Voici notre guide pour gérer vos ruches en juin :
1) Gérer les miellées avec précision
Les floraisons sont abondantes : ronces, châtaigniers, lavandes, tilleuls… Pourtant, la miellée n’est pas toujours continue. Il est crucial de surveiller les rentrées de nectar (observation des planches d’envol, poids des ruches, comportement des butineuses) pour décider s’il faut :
Ajouter une hausse pour éviter la saturation.
Récolter les hausses operculées.
Nourrir en cas de « trou de miellée » (sirop à 50 % ou pâte selon les conditions).
Astuce pro : Utilisez un réfractomètre pour vérifier le taux d’humidité du miel avant extraction : en dessous de 18 %, il est prêt.
2) Maîtriser l’essaimage tardif
Même en juin, les colonies peuvent encore essaimer. Si la population est très forte ou si la place manque :
Inspectez les ruches tous les 7 jours pour repérer et détruire les cellules royales.
- Créez des essaims artificiels si besoin pour alléger la pression interne.
3) Suivre le développement du couvain et la qualité de ponte
En juin, la reine est au sommet de sa forme. Un couvain compact, homogène, sans mosaïque est un signe de santé.

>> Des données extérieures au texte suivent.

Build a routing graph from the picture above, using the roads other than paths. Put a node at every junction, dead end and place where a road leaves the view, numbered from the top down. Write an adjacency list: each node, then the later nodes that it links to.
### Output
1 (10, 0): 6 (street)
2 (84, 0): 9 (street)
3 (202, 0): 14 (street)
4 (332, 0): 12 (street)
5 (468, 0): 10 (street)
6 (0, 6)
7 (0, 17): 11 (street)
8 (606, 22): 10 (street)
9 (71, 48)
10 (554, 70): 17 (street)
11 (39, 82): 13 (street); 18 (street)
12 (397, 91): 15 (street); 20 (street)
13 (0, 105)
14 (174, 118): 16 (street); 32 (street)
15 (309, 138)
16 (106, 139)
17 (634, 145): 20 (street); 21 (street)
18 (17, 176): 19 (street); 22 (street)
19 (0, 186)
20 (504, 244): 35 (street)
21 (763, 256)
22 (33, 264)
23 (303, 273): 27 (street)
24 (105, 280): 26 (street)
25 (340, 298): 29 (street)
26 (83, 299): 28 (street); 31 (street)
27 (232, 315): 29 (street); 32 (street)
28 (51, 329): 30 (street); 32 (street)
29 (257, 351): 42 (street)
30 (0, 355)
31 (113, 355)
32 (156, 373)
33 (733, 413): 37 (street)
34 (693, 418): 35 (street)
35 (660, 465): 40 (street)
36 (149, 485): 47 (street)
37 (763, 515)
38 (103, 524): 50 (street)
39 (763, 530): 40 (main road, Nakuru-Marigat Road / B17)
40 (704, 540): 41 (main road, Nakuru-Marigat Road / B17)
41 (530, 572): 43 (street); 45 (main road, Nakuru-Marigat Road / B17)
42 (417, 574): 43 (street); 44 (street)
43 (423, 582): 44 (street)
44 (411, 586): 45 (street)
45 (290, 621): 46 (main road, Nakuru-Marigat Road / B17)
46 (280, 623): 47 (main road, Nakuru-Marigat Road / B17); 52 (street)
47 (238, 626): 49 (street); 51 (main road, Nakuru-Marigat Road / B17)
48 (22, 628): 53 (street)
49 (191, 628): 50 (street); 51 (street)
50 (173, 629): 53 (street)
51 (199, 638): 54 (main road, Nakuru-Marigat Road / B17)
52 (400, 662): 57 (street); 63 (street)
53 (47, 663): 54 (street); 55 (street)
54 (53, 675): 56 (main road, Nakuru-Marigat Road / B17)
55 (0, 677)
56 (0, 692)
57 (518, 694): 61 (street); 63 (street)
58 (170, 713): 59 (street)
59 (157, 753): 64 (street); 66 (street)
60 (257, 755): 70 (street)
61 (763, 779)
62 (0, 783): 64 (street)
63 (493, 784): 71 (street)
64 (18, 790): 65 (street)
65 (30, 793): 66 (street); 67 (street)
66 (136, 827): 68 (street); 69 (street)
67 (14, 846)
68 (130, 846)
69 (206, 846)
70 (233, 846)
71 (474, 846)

En cas d’irrégularité :
Suspectez un problème sanitaire (loque, virose, varroa).
Testez la densité varroa (Varroa Easy Check ou sucre glace).
Prévoyez une réintroduction de reine si nécessaire.

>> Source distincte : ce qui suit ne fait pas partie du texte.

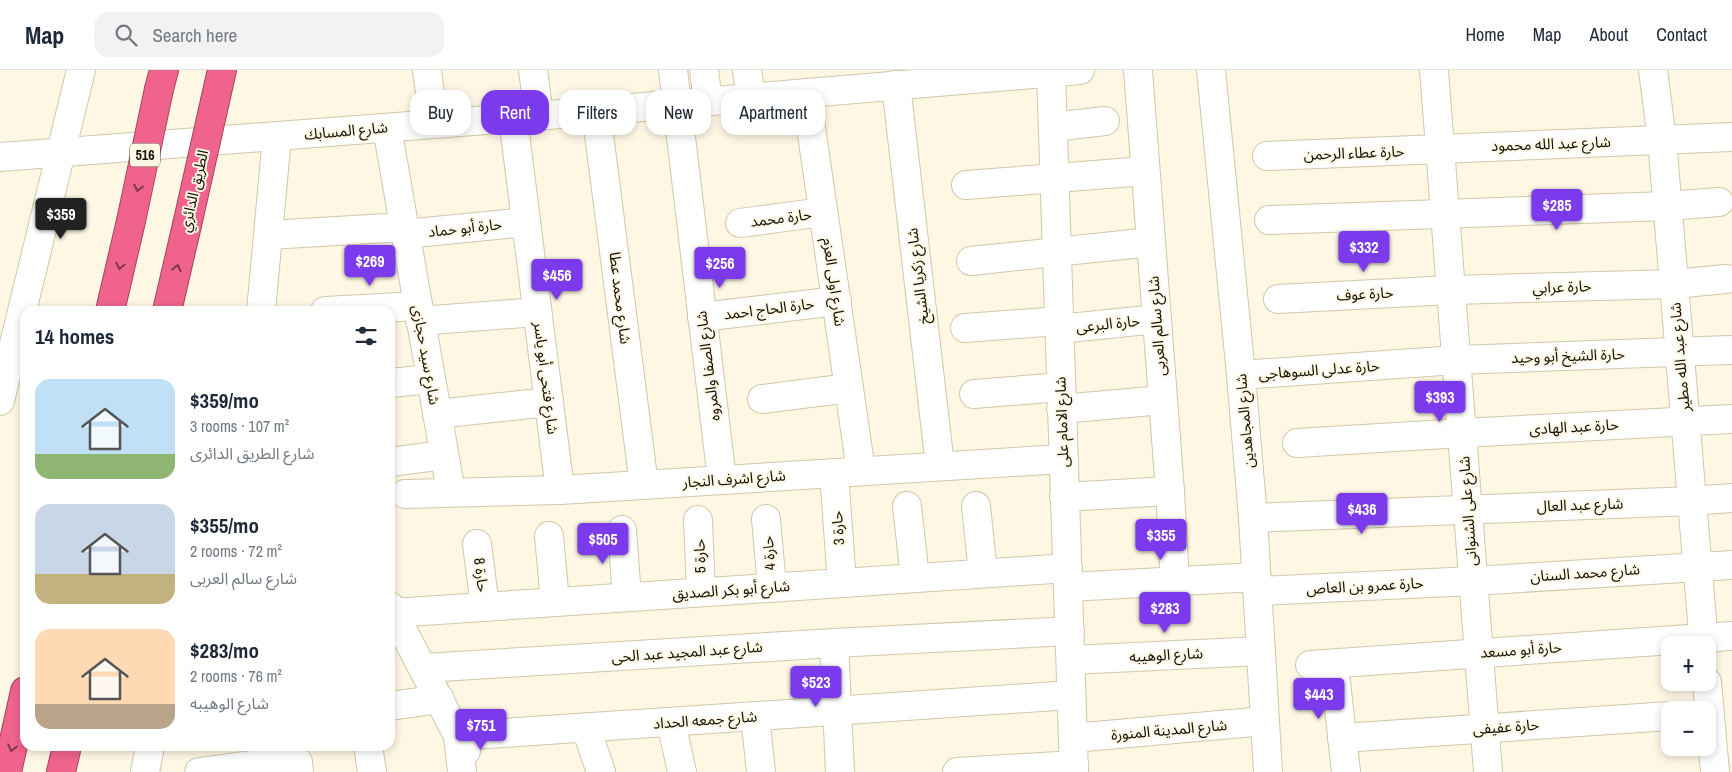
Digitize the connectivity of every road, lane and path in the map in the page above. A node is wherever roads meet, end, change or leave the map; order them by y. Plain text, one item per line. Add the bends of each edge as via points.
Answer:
1 (81, 70) edge
2 (222, 70) edge
3 (427, 70) edge
4 (533, 70) edge
5 (673, 70) edge
6 (704, 70) edge
7 (747, 70) edge
8 (1080, 70) edge
9 (1138, 70) edge
10 (1212, 70) edge
11 (1434, 70) edge
12 (1653, 70) edge
13 (1051, 72) junction
14 (1012, 73) edge
15 (938, 76) edge
16 (161, 79) edge
17 (896, 85) junction
18 (430, 90) edge
19 (530, 90) edge
20 (675, 90) edge
21 (707, 90) edge
22 (750, 90) edge
23 (825, 91) edge
24 (1105, 121) dead end
25 (410, 126) edge
26 (1053, 127) junction
27 (386, 128) junction
28 (526, 135) edge
29 (599, 135) edge
30 (681, 135) edge
31 (812, 135) edge
32 (277, 137) junction
33 (1732, 137) edge
34 (1662, 140) junction
35 (1440, 149) junction
36 (60, 152) junction
37 (1267, 156) dead end
38 (0, 157) edge
39 (1146, 171) junction
40 (1054, 179) junction
41 (966, 186) dead end
42 (1719, 202) dead end
43 (1667, 206) junction
44 (823, 212) junction
45 (1446, 213) junction
46 (1269, 220) dead end
47 (526, 222) junction
48 (740, 223) dead end
49 (404, 230) junction
50 (269, 235) junction
51 (1151, 242) junction
52 (1057, 252) junction
53 (971, 261) dead end
54 (1726, 279) dead end
55 (1674, 284) junction
56 (1451, 290) junction
57 (1278, 299) dead end
58 (836, 301) junction
59 (23, 306) edge
60 (111, 306) edge
61 (168, 306) edge
62 (262, 306) edge
63 (395, 312) edge
64 (537, 312) junction
65 (419, 313) junction
66 (702, 317) junction
67 (20, 318) edge
68 (1157, 319) junction
69 (1059, 325) junction
70 (965, 328) dead end
71 (1729, 350) dead end
72 (1679, 352) junction
73 (1456, 360) junction
74 (1241, 375) junction
75 (430, 379) junction
76 (395, 382) edge
77 (849, 388) junction
78 (974, 394) dead end
79 (1061, 398) junction
80 (762, 399) dead end
81 (1163, 400) junction
82 (0, 401) edge
83 (549, 402) junction
84 (437, 414) junction
85 (1732, 419) edge
86 (1685, 422) junction
87 (1462, 433) junction
88 (1297, 443) dead end
89 (444, 456) junction
90 (1063, 458) junction
91 (395, 461) edge
92 (940, 466) junction
93 (861, 471) junction
94 (834, 473) junction
95 (722, 480) junction
96 (644, 485) junction
97 (560, 490) junction
98 (1170, 491) junction
99 (451, 492) junction
100 (405, 494) dead end
101 (1064, 497) junction
102 (1732, 498) edge
103 (1692, 501) junction
104 (907, 506) dead end
105 (976, 506) dead end
106 (1468, 510) junction
107 (766, 518) dead end
108 (1253, 518) junction
109 (698, 520) dead end
110 (622, 530) dead end
111 (549, 536) dead end
112 (477, 544) dead end
113 (1732, 565) edge
114 (1697, 566) junction
115 (983, 573) junction
116 (915, 578) junction
117 (1068, 578) junction
118 (1473, 581) junction
119 (1175, 582) junction
120 (842, 583) junction
121 (1257, 584) junction
122 (772, 587) junction
123 (701, 592) junction
124 (627, 597) junction
125 (555, 602) junction
126 (485, 607) junction
127 (395, 610) edge
128 (395, 615) edge
129 (1070, 631) junction
130 (1704, 636) edge
131 (1732, 636) edge
132 (1716, 639) edge
133 (834, 643) junction
134 (1661, 643) edge
135 (1261, 651) junction
136 (1479, 653) junction
137 (1071, 660) junction
138 (424, 668) junction
139 (1071, 695) junction
140 (440, 699) junction
141 (395, 705) edge
142 (837, 711) junction
143 (20, 714) edge
144 (755, 716) junction
145 (1661, 717) edge
146 (1265, 721) junction
147 (671, 722) junction
148 (586, 728) junction
149 (1485, 728) junction
150 (458, 736) junction
151 (1342, 738) junction
152 (66, 751) edge
153 (369, 751) edge
154 (1715, 756) edge
155 (1074, 758) edge
156 (215, 771) edge
157 (7, 772) edge
158 (61, 772) edge
159 (299, 772) edge
160 (372, 772) edge
161 (462, 772) edge
162 (477, 772) edge
163 (601, 772) edge
164 (682, 772) edge
165 (761, 772) edge
166 (840, 772) edge
167 (957, 772) edge
168 (1268, 772) edge
169 (1346, 772) edge
170 (1488, 772) edge
171 (1715, 772) edge

1 - 36 street
61 -> 2 highway, الطريق الدائري, bridge
3 - 18 street
4 - 19 street, شارع فتحى أبو ياسر
5 - 20 street, شارع الصفا والمروه
6 - 21 street
7 - 22 street
8 - 13 street, شارع المسابك
9 - 39 street, شارع سالم العربى
10 - 74 street, شارع المجاهدين
11 - 35 street, شارع على الشنوانى
12 - 34 street, شارع عبد الله مطير
13 - 14 street, شارع المسابك
13 - 26 street, شارع الامام على
14 - 15 street, شارع المسابك
15 - 17 street, شارع المسابك
16 -> 60 highway, 516, bridge
17 - 23 street, شارع المسابك
17 - 92 street, شارع زكريا الشيخ
24 - 26 street
25 - 27 street, شارع المسابك
26 - 40 street, شارع الامام على
27 - 32 street, شارع المسابك
27 - 49 street, شارع سيد حجازى
28 - 47 street, شارع فتحى أبو ياسر
29 - 96 street, شارع محمد عطا
30 - 66 street, شارع الصفا والمروه
31 - 44 street, شارع اولى العزم
32 - 36 street, شارع المسابك
32 - 50 street
33 - 34 street, شارع عبد الله محمود
34 - 35 street, شارع عبد الله محمود
34 - 43 street, شارع عبد الله مطير
35 - 37 street, حارة عطاء الرحمن
35 - 45 street, شارع على الشنوانى
36 - 38 street, شارع المسابك
36 - 59 street
39 - 40 street
39 - 51 street, شارع سالم العربى
40 - 41 street
40 - 52 street, شارع الامام على
42 - 43 street
43 - 45 street
43 - 55 street, شارع عبد الله مطير
44 - 48 street, حارة محمد
44 - 58 street, شارع اولى العزم
45 - 46 street
45 - 56 street, شارع على الشنوانى
47 - 49 street, حارة أبو حماد
47 - 64 street, شارع فتحى أبو ياسر
49 - 50 street, حارة أبو حماد
49 - 65 street, شارع سيد حجازى
50 - 62 street
51 - 52 street
51 - 68 street, شارع سالم العربى
52 - 53 street
52 - 69 street, شارع الامام على
54 - 55 street, حارة عرابي
55 - 56 street, حارة عرابي
55 - 72 street, شارع عبد الله مطير
56 - 57 street, حارة عوف
56 - 73 street, شارع على الشنوانى
58 - 66 street, حارة الحاج احمد
58 - 77 street, شارع اولى العزم
63 - 65 street
64 - 65 street
64 - 83 street, شارع فتحى أبو ياسر
65 - 75 street, شارع سيد حجازى
66 - 95 street, شارع الصفا والمروه
67 - 82 street
68 - 69 street, حارة البرعى
68 - 81 street, شارع سالم العربى
69 - 70 street, حارة البرعى
69 - 79 street, شارع الامام على
71 - 72 street, حارة الشيخ أبو وحيد
72 - 73 street, حارة الشيخ أبو وحيد
72 - 86 street, شارع عبد الله مطير
73 - 74 street, حارة عدلى السوهاجى
73 - 87 street, شارع على الشنوانى
74 - 108 street, شارع المجاهدين
75 - 76 street
75 - 84 street, شارع سيد حجازى
77 - 80 street
77 - 93 street, شارع اولى العزم
78 - 79 street
79 - 81 street
79 - 90 street, شارع الامام على
81 - 98 street, شارع سالم العربى
83 - 84 street
83 - 97 street, شارع فتحى أبو ياسر
84 - 89 street, شارع سيد حجازى
85 - 86 street, حارة عبد الهادى
86 - 87 street, حارة عبد الهادى
86 - 103 street, شارع عبد الله مطير
87 - 88 street, حارة عبد الهادى
87 - 106 street, شارع على الشنوانى
89 - 91 street
89 - 99 street, شارع سيد حجازى
90 - 92 street, شارع اشرف النجار
90 - 101 street, شارع الامام على
92 - 93 street, شارع اشرف النجار
93 - 94 street, شارع اشرف النجار
94 - 95 street, شارع اشرف النجار
94 - 120 street, حارة 3
95 - 96 street, شارع اشرف النجار
96 - 97 street, شارع اشرف النجار
97 - 99 street, شارع اشرف النجار
98 - 101 street
98 - 119 street, شارع سالم العربى
99 - 100 street, شارع اشرف النجار
101 - 117 street, شارع الامام على
102 - 103 street, شارع عبد العال
103 - 106 street, شارع عبد العال
103 - 114 street, شارع عبد الله مطير
104 - 116 street
105 - 115 street
106 - 108 street, شارع عبد العال
106 - 118 street, شارع على الشنوانى
107 - 122 street, حارة 4
108 - 121 street, شارع المجاهدين
109 - 123 street, حارة 5
110 - 124 street
111 - 125 street
112 - 126 street, حارة 8
113 - 114 street, شارع محمد السنان
114 - 118 street, شارع محمد السنان
114 - 130 street, شارع عبد الله مطير
115 - 116 street, شارع أبو بكر الصديق
115 - 117 street, شارع أبو بكر الصديق
116 - 120 street, شارع أبو بكر الصديق
117 - 119 street, شارع أبو بكر الصديق
117 - 129 street, شارع الامام على
118 - 121 street, حارة عمرو بن العاص
118 - 136 street, شارع على الشنوانى
119 - 121 street, حارة عمرو بن العاص
120 - 122 street, شارع أبو بكر الصديق
121 - 135 street, شارع المجاهدين
122 - 123 street, شارع أبو بكر الصديق
123 - 124 street, شارع أبو بكر الصديق
124 - 125 street, شارع أبو بكر الصديق
125 - 126 street, شارع أبو بكر الصديق
126 - 127 street, شارع أبو بكر الصديق
128 - 138 street
129 - 133 street, شارع عبد المجيد عبد الحى
129 - 137 street, شارع الامام على
131 - 132 street, حارة أبو مسعد
133 - 138 street, شارع عبد المجيد عبد الحى
133 - 142 street
134 - 136 street, حارة أبو مسعد
135 - 137 street, شارع الوهيبه
135 - 146 street, شارع المجاهدين
136 - 149 street, شارع على الشنوانى
136 - 151 street, حارة أبو مسعد via 1322,664
137 - 139 street, شارع الامام على
138 - 140 street
139 - 142 street, شارع جمعه الحداد
139 - 155 street, شارع الامام على
140 - 141 street
140 - 150 street
142 - 144 street, شارع جمعه الحداد
142 - 166 street
143 -> 157 highway
144 - 147 street, شارع جمعه الحداد
144 - 165 street
145 - 149 street, حارة عفيفى
146 - 155 street, شارع المدينة المنورة
146 - 168 street, شارع المجاهدين
147 - 148 street, شارع جمعه الحداد
147 - 164 street
148 - 150 street, شارع جمعه الحداد
148 - 163 street
149 - 151 street, حارة عفيفى
149 - 170 street, شارع على الشنوانى
150 - 161 street
150 - 162 street
151 - 169 street
152 - 158 highway
153 - 160 street
154 - 171 street
155 - 167 street, شارع المدينة المنورة
156 - 159 street via 295,759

4) Exploiter la force des colonies
Profitez de l’abondance de cirières pour faire étirer des cires gaufrées, à insérer dans les hausses ou dans les ruches à renforcer. Si vous avez encore besoin d’essaims, c’est le dernier moment pour créer des nucléis solides.

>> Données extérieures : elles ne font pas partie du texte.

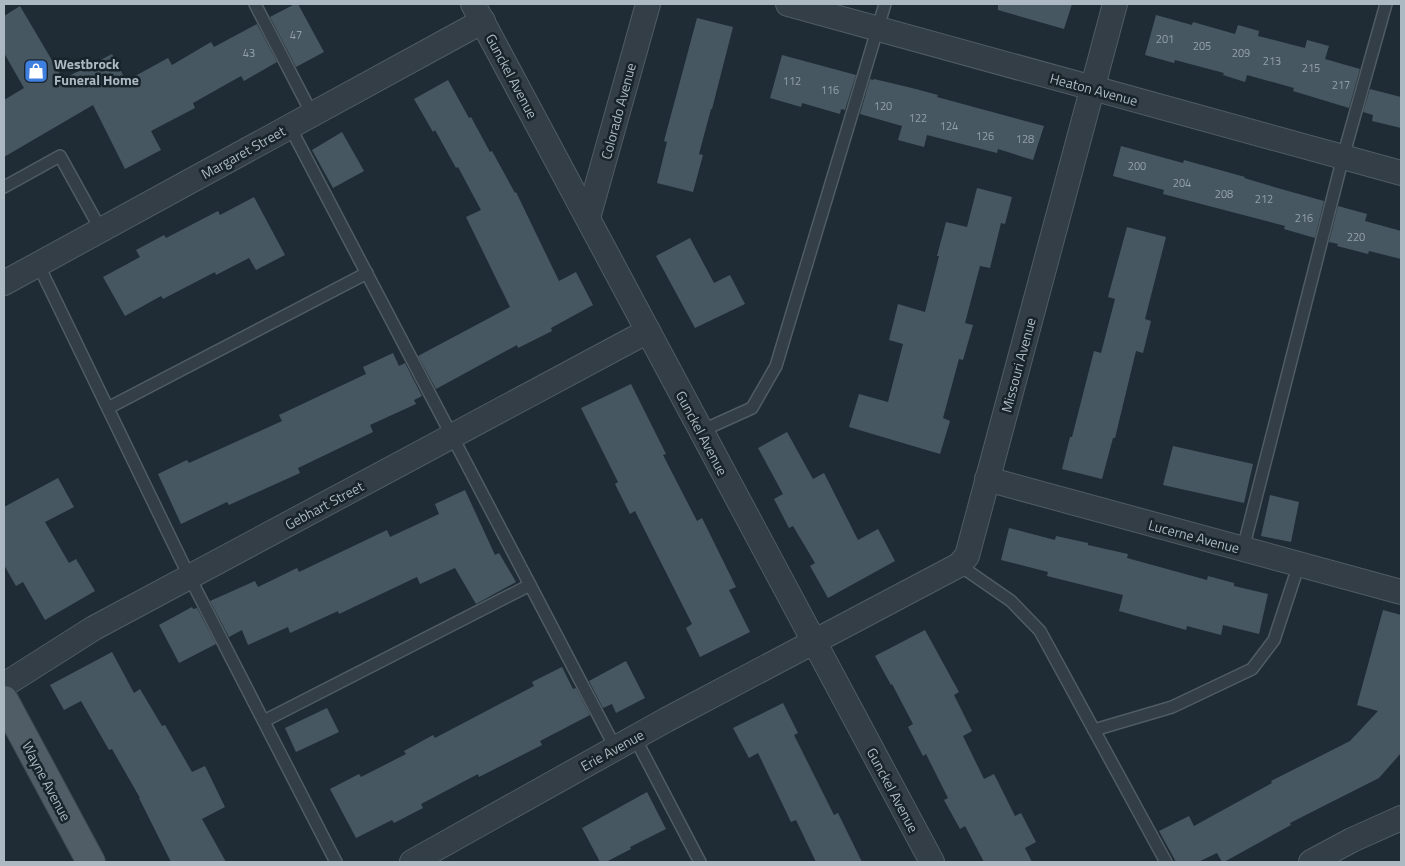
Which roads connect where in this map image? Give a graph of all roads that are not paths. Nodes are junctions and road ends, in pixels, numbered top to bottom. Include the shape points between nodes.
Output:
1 (255, 4) edge
2 (648, 4) edge
3 (788, 4) edge
4 (885, 4) edge
5 (1115, 4) edge
6 (1386, 4) edge
7 (478, 12) edge
8 (878, 29) junction
9 (1092, 88) junction
10 (312, 114) junction
11 (290, 127) junction
12 (1343, 157) junction
13 (1401, 173) edge
14 (4, 187) edge
15 (588, 218) junction
16 (101, 230) junction
17 (38, 264) junction
18 (366, 274) junction
19 (4, 283) edge
20 (648, 331) junction
21 (108, 408) junction
22 (701, 431) junction
23 (452, 436) junction
24 (988, 479) junction
25 (1243, 549) junction
26 (1299, 564) junction
27 (959, 565) junction
28 (189, 576) junction
29 (530, 585) junction
30 (1401, 592) edge
31 (814, 642) junction
32 (4, 685) edge
33 (4, 700) edge
34 (264, 721) junction
35 (1094, 730) junction
36 (625, 743) junction
37 (1401, 818) edge
38 (91, 862) edge
39 (336, 862) edge
40 (412, 862) edge
41 (700, 862) edge
42 (932, 862) edge
43 (1166, 862) edge
44 (1311, 862) edge

1 - 10 lane
2 - 15 street, Colorado Avenue
3 - 8 street, Heaton Avenue
4 - 8 lane
5 - 9 street, Missouri Avenue
6 - 12 lane
7 - 10 street, Margaret Street
7 - 15 street, Gunckel Avenue
8 - 9 street, Heaton Avenue
8 - 22 lane via 776,366 752,408
9 - 12 street, Heaton Avenue
9 - 24 street, Missouri Avenue
10 - 11 street, Margaret Street
11 - 16 street, Margaret Street
11 - 18 lane
12 - 13 street, Heaton Avenue
12 - 25 lane
14 - 16 lane via 60,156
15 - 20 street, Gunckel Avenue
16 - 17 street, Margaret Street
17 - 19 street, Margaret Street
17 - 21 lane
18 - 21 lane
18 - 23 lane
20 - 22 street, Gunckel Avenue
20 - 23 street, Gebhart Street
21 - 28 lane
22 - 31 street, Gunckel Avenue
23 - 28 street, Gebhart Street
23 - 29 lane
24 - 25 street, Lucerne Avenue
24 - 27 street, Missouri Avenue via 967,556
25 - 26 street, Lucerne Avenue
26 - 30 street, Lucerne Avenue
26 - 35 lane via 1274,640 1252,669 1172,707
27 - 31 street
27 - 35 lane via 1011,601 1040,631
28 - 32 street, Gebhart Street via 94,628
28 - 34 lane
29 - 34 lane
29 - 36 lane
31 - 36 street, Erie Avenue
31 - 42 street, Gunckel Avenue
33 - 38 main road, Wayne Avenue
34 - 39 lane
35 - 43 lane
36 - 40 street, Erie Avenue
36 - 41 lane
37 - 44 street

5) Maintenir un équilibre sanitaire
Les colonies sont souvent si dynamiques qu’elles masquent les débuts d’infestation varroa. Pourtant, c’est dès juin qu’il faut agir :
Installer un cadre à mâles pour piéger le varroa naturellement.
Surveillez les signes de couvain anormal (perforé, odorant, etc.).
Prévoyez un traitement biotechnique si besoin (rupture de ponte, encagement, etc.).
6) Anticiper les transhumances
Si vous déplacez vos ruches pour suivre les floraisons, assurez-vous :
D’avoir une bonne aération pendant le transport.
De transhumer de nuit ou très tôt le matin.
De vérifier les règlements locaux (certaines zones imposent des déclarations).
7) Installer un abreuvoir pour les abeilles
En juin, l’eau devient vitale pour vos abeilles. Elle leur permet de maintenir la température de la ruche et de travailler le nectar. Un abreuvoir proche du rucher, sécurisé par des éléments flottants, leur assurera un accès facile et sans danger.
En résumé
Juin est le mois du pic d’efficacité apicole. Il récompense les efforts du printemps et prépare la récolte principale. Un apiculteur attentif, réactif et stratège saura tirer le meilleur parti de cette période dense. Observez, analysez, adaptez-vous : vos abeilles vous le rendront en miel… et en santé durable de votre cheptel.